## Stored items
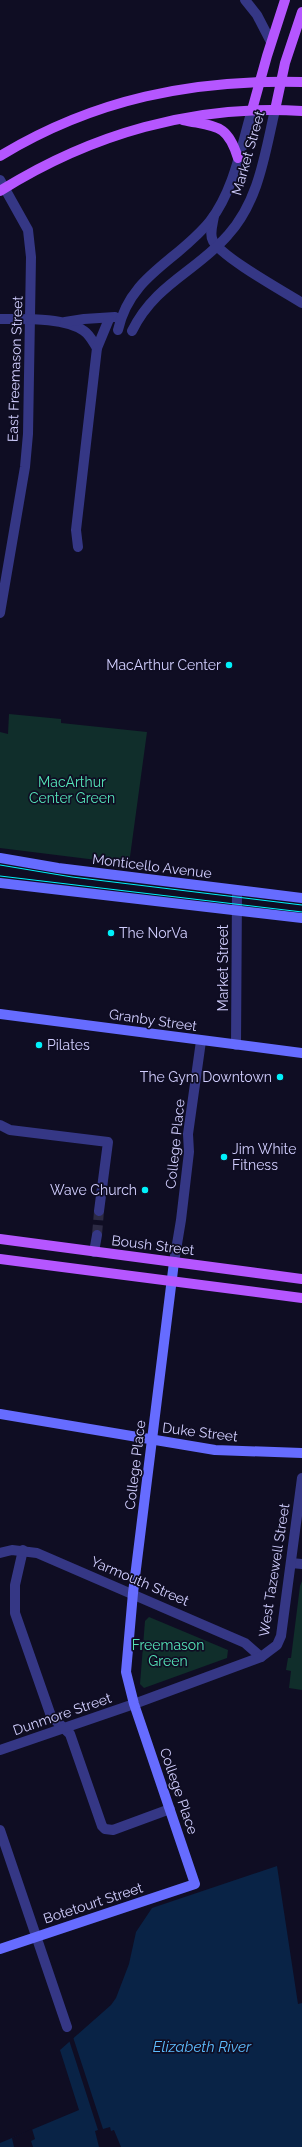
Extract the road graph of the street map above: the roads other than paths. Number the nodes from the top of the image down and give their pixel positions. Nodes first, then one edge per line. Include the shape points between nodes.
1 (245, 0) edge
2 (285, 0) edge
3 (302, 12) edge
4 (271, 42) junction
5 (281, 81) junction
6 (259, 82) junction
7 (302, 82) edge
8 (252, 110) junction
9 (275, 110) junction
10 (302, 111) edge
11 (175, 119) junction
12 (0, 156) edge
13 (238, 158) junction
14 (2, 186) edge
15 (215, 212) junction
16 (217, 246) junction
17 (302, 303) edge
18 (121, 316) junction
19 (108, 318) junction
20 (0, 319) edge
21 (31, 320) junction
22 (63, 323) junction
23 (118, 330) dead end
24 (132, 332) dead end
25 (97, 348) junction
26 (78, 547) dead end
27 (2, 585) edge
28 (0, 613) edge
29 (0, 858) edge
30 (0, 883) edge
31 (237, 891) junction
32 (302, 898) edge
33 (237, 910) junction
34 (302, 918) edge
35 (0, 1014) edge
36 (201, 1041) junction
37 (236, 1045) junction
38 (302, 1053) edge
39 (0, 1125) edge
40 (99, 1211) tunnel mouth
41 (97, 1234) tunnel mouth
42 (0, 1239) edge
43 (94, 1252) junction
44 (0, 1259) edge
45 (174, 1262) junction
46 (302, 1279) edge
47 (171, 1282) junction
48 (302, 1298) edge
49 (0, 1414) edge
50 (153, 1440) junction
51 (302, 1452) edge
52 (302, 1478) edge
53 (23, 1550) junction
54 (0, 1553) edge
55 (291, 1563) junction
56 (302, 1564) edge
57 (134, 1593) junction
58 (262, 1657) junction
59 (134, 1704) junction
60 (65, 1728) junction
61 (0, 1750) edge
62 (170, 1809) junction
63 (0, 1830) edge
64 (195, 1884) joint
65 (37, 1936) junction
66 (0, 1949) edge
67 (67, 2027) dead end

1 - 4 street via 257,15
2 - 4 main road
3 - 5 main road, Market Street
4 - 6 main road
5 - 6 main road
5 - 7 main road
5 - 9 main road, Market Street
6 - 8 main road
6 - 12 main road via 182,88 123,102 55,127
8 - 9 main road
8 - 11 main road
8 - 13 street, Market Street
9 - 10 main road
9 - 16 street, Market Street via 261,168 250,200 232,230
11 - 13 main road via 222,129 230,138
11 - 14 main road via 95,142
13 - 15 street, Market Street via 231,180
14 - 21 street, East Freemason Street via 24,222 30,238
15 - 16 street via 211,234
15 - 18 street, Market Street via 196,237 139,285
16 - 17 street via 242,266
16 - 24 street, Market Street via 163,290 145,310
18 - 19 street
18 - 23 street, Market Street
19 - 22 street
19 - 25 street
20 - 21 street
21 - 22 street
21 - 27 street, East Freemason Street via 25,467
22 - 25 street via 84,331
25 - 26 street via 76,530
27 - 28 street, East Freemason Street
29 - 31 street, Monticello Avenue
30 - 33 street
31 - 32 street, Monticello Avenue
31 - 33 street, Market Street
33 - 34 street
33 - 37 street, Market Street
35 - 36 street, Granby Street
36 - 37 street, Granby Street
36 - 45 street, College Place
37 - 38 street, Granby Street
39 - 40 street via 10,1130 108,1142
41 - 43 street
42 - 43 main road, Boush Street
43 - 45 main road, Boush Street
44 - 47 main road
45 - 46 main road, Boush Street
45 - 47 street, College Place
47 - 48 main road
47 - 50 street, College Place
49 - 50 street, Duke Street
50 - 51 street, Duke Street via 215,1450
50 - 57 street, College Place
52 - 55 street, West Tazewell Street
53 - 54 street, Yarmouth Street
53 - 57 street, Yarmouth Street via 37,1553
53 - 60 street via 15,1585 15,1613 51,1716
55 - 56 street
55 - 58 street, West Tazewell Street via 281,1636 277,1645
57 - 58 street, Yarmouth Street via 245,1643
57 - 59 street, College Place via 126,1672
58 - 59 street, West Tazewell Street
59 - 60 street, Dunmore Street
59 - 62 street, College Place
60 - 61 street, Dunmore Street
60 - 62 street via 71,1736 105,1829 113,1830
62 - 64 street, College Place
63 - 65 street
64 - 65 street, Botetourt Street
65 - 66 street, Botetourt Street
65 - 67 street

## Activity
The records must be restated word for word, apart from any images.

## Result below
Extract the road graph of the street map above: the roads other than paths. Number the nodes from the top of the image down and give their pixel positions. Nodes first, then one edge per line. Include the shape points between nodes.
1 (245, 0) edge
2 (285, 0) edge
3 (302, 12) edge
4 (271, 42) junction
5 (281, 81) junction
6 (259, 82) junction
7 (302, 82) edge
8 (252, 110) junction
9 (275, 110) junction
10 (302, 111) edge
11 (175, 119) junction
12 (0, 156) edge
13 (238, 158) junction
14 (2, 186) edge
15 (215, 212) junction
16 (217, 246) junction
17 (302, 303) edge
18 (121, 316) junction
19 (108, 318) junction
20 (0, 319) edge
21 (31, 320) junction
22 (63, 323) junction
23 (118, 330) dead end
24 (132, 332) dead end
25 (97, 348) junction
26 (78, 547) dead end
27 (2, 585) edge
28 (0, 613) edge
29 (0, 858) edge
30 (0, 883) edge
31 (237, 891) junction
32 (302, 898) edge
33 (237, 910) junction
34 (302, 918) edge
35 (0, 1014) edge
36 (201, 1041) junction
37 (236, 1045) junction
38 (302, 1053) edge
39 (0, 1125) edge
40 (99, 1211) tunnel mouth
41 (97, 1234) tunnel mouth
42 (0, 1239) edge
43 (94, 1252) junction
44 (0, 1259) edge
45 (174, 1262) junction
46 (302, 1279) edge
47 (171, 1282) junction
48 (302, 1298) edge
49 (0, 1414) edge
50 (153, 1440) junction
51 (302, 1452) edge
52 (302, 1478) edge
53 (23, 1550) junction
54 (0, 1553) edge
55 (291, 1563) junction
56 (302, 1564) edge
57 (134, 1593) junction
58 (262, 1657) junction
59 (134, 1704) junction
60 (65, 1728) junction
61 (0, 1750) edge
62 (170, 1809) junction
63 (0, 1830) edge
64 (195, 1884) joint
65 (37, 1936) junction
66 (0, 1949) edge
67 (67, 2027) dead end

1 - 4 street via 257,15
2 - 4 main road
3 - 5 main road, Market Street
4 - 6 main road
5 - 6 main road
5 - 7 main road
5 - 9 main road, Market Street
6 - 8 main road
6 - 12 main road via 182,88 123,102 55,127
8 - 9 main road
8 - 11 main road
8 - 13 street, Market Street
9 - 10 main road
9 - 16 street, Market Street via 261,168 250,200 232,230
11 - 13 main road via 222,129 230,138
11 - 14 main road via 95,142
13 - 15 street, Market Street via 231,180
14 - 21 street, East Freemason Street via 24,222 30,238
15 - 16 street via 211,234
15 - 18 street, Market Street via 196,237 139,285
16 - 17 street via 242,266
16 - 24 street, Market Street via 163,290 145,310
18 - 19 street
18 - 23 street, Market Street
19 - 22 street
19 - 25 street
20 - 21 street
21 - 22 street
21 - 27 street, East Freemason Street via 25,467
22 - 25 street via 84,331
25 - 26 street via 76,530
27 - 28 street, East Freemason Street
29 - 31 street, Monticello Avenue
30 - 33 street
31 - 32 street, Monticello Avenue
31 - 33 street, Market Street
33 - 34 street
33 - 37 street, Market Street
35 - 36 street, Granby Street
36 - 37 street, Granby Street
36 - 45 street, College Place
37 - 38 street, Granby Street
39 - 40 street via 10,1130 108,1142
41 - 43 street
42 - 43 main road, Boush Street
43 - 45 main road, Boush Street
44 - 47 main road
45 - 46 main road, Boush Street
45 - 47 street, College Place
47 - 48 main road
47 - 50 street, College Place
49 - 50 street, Duke Street
50 - 51 street, Duke Street via 215,1450
50 - 57 street, College Place
52 - 55 street, West Tazewell Street
53 - 54 street, Yarmouth Street
53 - 57 street, Yarmouth Street via 37,1553
53 - 60 street via 15,1585 15,1613 51,1716
55 - 56 street
55 - 58 street, West Tazewell Street via 281,1636 277,1645
57 - 58 street, Yarmouth Street via 245,1643
57 - 59 street, College Place via 126,1672
58 - 59 street, West Tazewell Street
59 - 60 street, Dunmore Street
59 - 62 street, College Place
60 - 61 street, Dunmore Street
60 - 62 street via 71,1736 105,1829 113,1830
62 - 64 street, College Place
63 - 65 street
64 - 65 street, Botetourt Street
65 - 66 street, Botetourt Street
65 - 67 street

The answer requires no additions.